* **Prompt**: Your answer should hold every line of the records below that contains the string "Brunet".

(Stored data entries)

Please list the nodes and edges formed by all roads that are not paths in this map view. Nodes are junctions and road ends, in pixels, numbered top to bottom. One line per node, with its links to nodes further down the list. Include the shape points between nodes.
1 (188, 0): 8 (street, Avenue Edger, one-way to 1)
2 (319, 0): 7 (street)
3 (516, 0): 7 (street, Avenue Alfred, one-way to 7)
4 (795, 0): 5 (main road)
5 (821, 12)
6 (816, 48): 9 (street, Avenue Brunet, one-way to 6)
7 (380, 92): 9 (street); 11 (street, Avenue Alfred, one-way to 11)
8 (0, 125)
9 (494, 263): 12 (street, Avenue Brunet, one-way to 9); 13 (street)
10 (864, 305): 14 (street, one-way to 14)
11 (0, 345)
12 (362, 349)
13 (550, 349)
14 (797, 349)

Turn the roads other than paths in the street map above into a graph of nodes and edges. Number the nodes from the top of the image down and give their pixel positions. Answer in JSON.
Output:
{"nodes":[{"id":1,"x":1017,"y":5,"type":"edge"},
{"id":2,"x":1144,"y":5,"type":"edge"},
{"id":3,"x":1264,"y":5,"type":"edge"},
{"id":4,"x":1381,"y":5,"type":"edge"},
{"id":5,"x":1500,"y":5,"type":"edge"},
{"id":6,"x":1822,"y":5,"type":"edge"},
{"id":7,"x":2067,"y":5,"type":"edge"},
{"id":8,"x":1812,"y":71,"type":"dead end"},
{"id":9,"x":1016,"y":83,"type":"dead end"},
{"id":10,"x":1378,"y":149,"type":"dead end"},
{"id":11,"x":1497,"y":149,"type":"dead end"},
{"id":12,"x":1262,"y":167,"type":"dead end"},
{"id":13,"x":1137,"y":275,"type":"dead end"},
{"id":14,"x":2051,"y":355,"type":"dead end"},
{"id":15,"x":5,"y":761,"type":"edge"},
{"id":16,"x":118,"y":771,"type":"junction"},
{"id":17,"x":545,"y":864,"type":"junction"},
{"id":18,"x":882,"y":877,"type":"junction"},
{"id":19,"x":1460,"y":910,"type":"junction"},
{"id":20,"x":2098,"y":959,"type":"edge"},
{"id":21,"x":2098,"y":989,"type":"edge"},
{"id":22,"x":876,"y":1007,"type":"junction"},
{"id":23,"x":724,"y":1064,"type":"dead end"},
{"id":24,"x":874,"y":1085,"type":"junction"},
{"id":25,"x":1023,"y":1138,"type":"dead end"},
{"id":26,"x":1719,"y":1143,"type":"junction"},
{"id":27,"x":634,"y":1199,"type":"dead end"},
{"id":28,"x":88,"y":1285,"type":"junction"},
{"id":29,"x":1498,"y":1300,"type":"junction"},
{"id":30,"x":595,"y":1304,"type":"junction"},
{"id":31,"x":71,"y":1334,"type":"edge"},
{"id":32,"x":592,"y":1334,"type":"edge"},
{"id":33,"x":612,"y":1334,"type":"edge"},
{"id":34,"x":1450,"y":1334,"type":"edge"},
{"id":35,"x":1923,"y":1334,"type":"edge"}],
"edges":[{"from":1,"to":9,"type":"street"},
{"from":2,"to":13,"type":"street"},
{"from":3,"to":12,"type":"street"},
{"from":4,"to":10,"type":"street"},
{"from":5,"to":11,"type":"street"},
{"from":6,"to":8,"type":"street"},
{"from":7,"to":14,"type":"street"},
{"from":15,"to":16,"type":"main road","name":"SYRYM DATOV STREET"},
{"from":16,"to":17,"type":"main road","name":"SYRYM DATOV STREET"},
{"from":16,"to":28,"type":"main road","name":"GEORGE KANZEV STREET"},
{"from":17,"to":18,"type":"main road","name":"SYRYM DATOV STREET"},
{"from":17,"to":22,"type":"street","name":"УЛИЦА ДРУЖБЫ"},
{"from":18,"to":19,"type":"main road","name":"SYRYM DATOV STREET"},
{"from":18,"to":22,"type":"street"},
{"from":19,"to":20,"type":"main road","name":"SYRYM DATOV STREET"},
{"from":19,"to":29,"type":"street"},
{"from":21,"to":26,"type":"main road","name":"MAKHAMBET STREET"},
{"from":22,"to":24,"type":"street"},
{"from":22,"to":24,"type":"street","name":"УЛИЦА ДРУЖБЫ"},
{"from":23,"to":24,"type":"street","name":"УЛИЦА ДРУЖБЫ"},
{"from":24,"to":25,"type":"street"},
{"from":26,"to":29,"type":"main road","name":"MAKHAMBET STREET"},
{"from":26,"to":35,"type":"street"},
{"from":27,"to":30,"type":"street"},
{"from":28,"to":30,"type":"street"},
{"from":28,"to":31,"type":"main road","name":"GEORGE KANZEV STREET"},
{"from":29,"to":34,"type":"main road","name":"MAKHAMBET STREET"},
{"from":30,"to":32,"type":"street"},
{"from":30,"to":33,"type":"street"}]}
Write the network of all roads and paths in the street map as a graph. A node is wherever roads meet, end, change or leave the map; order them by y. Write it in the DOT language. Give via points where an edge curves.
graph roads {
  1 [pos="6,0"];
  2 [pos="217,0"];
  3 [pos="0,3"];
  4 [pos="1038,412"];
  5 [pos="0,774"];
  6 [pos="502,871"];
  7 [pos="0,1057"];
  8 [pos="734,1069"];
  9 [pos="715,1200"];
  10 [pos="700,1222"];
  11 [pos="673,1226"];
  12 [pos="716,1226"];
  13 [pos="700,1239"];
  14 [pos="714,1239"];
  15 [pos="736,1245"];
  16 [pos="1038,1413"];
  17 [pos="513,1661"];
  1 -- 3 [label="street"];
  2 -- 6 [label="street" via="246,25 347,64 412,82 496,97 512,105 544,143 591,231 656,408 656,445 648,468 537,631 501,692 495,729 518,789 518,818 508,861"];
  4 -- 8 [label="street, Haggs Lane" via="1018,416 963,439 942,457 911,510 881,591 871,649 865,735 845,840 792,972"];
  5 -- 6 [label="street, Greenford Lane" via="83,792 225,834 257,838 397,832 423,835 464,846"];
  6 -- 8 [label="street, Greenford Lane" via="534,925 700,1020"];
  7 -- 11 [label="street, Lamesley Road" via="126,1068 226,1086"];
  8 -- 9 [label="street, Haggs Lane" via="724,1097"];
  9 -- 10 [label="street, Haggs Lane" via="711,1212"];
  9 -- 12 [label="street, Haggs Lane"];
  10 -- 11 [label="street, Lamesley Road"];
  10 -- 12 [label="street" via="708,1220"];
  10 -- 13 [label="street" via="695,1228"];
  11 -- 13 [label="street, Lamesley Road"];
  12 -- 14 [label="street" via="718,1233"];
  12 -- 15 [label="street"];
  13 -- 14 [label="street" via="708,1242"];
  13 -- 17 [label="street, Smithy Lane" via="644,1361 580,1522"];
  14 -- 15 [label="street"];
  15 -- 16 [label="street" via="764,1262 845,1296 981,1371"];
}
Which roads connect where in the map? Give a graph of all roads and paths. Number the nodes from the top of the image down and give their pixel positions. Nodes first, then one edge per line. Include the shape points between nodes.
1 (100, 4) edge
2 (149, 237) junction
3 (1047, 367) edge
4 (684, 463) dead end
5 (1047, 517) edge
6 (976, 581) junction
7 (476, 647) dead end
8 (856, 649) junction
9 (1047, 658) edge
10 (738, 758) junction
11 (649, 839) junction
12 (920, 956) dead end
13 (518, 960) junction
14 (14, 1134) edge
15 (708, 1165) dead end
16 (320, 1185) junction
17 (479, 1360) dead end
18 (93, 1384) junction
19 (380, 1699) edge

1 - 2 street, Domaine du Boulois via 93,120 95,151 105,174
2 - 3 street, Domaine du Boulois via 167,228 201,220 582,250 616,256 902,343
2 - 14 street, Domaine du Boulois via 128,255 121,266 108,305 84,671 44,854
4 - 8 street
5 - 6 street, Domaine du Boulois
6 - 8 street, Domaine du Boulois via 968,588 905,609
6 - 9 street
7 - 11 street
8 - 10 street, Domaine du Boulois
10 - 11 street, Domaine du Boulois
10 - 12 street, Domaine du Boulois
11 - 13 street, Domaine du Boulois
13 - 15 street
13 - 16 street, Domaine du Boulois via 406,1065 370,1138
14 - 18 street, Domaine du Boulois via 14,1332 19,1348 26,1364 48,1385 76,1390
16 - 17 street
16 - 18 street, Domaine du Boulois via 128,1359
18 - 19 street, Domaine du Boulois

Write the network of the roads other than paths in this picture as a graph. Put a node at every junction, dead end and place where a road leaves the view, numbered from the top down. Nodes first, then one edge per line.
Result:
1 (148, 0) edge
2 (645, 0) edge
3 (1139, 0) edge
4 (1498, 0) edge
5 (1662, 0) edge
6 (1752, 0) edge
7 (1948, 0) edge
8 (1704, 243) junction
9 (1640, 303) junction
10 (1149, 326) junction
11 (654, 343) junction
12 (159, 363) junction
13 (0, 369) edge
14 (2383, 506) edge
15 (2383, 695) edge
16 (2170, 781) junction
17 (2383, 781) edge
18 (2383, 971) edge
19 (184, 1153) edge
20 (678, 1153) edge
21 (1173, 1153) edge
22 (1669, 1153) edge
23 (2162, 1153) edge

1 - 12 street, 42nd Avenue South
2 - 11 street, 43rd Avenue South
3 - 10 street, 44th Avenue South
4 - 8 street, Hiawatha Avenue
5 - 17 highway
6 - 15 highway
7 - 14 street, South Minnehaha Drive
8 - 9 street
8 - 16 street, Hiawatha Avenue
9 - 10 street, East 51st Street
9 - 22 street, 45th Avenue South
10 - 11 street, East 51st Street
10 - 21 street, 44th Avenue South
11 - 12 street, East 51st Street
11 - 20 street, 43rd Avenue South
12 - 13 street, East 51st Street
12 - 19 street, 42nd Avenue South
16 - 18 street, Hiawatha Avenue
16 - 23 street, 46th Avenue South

* **Output of the task**:
6 (816, 48): 9 (street, Avenue Brunet, one-way to 6)
9 (494, 263): 12 (street, Avenue Brunet, one-way to 9); 13 (street)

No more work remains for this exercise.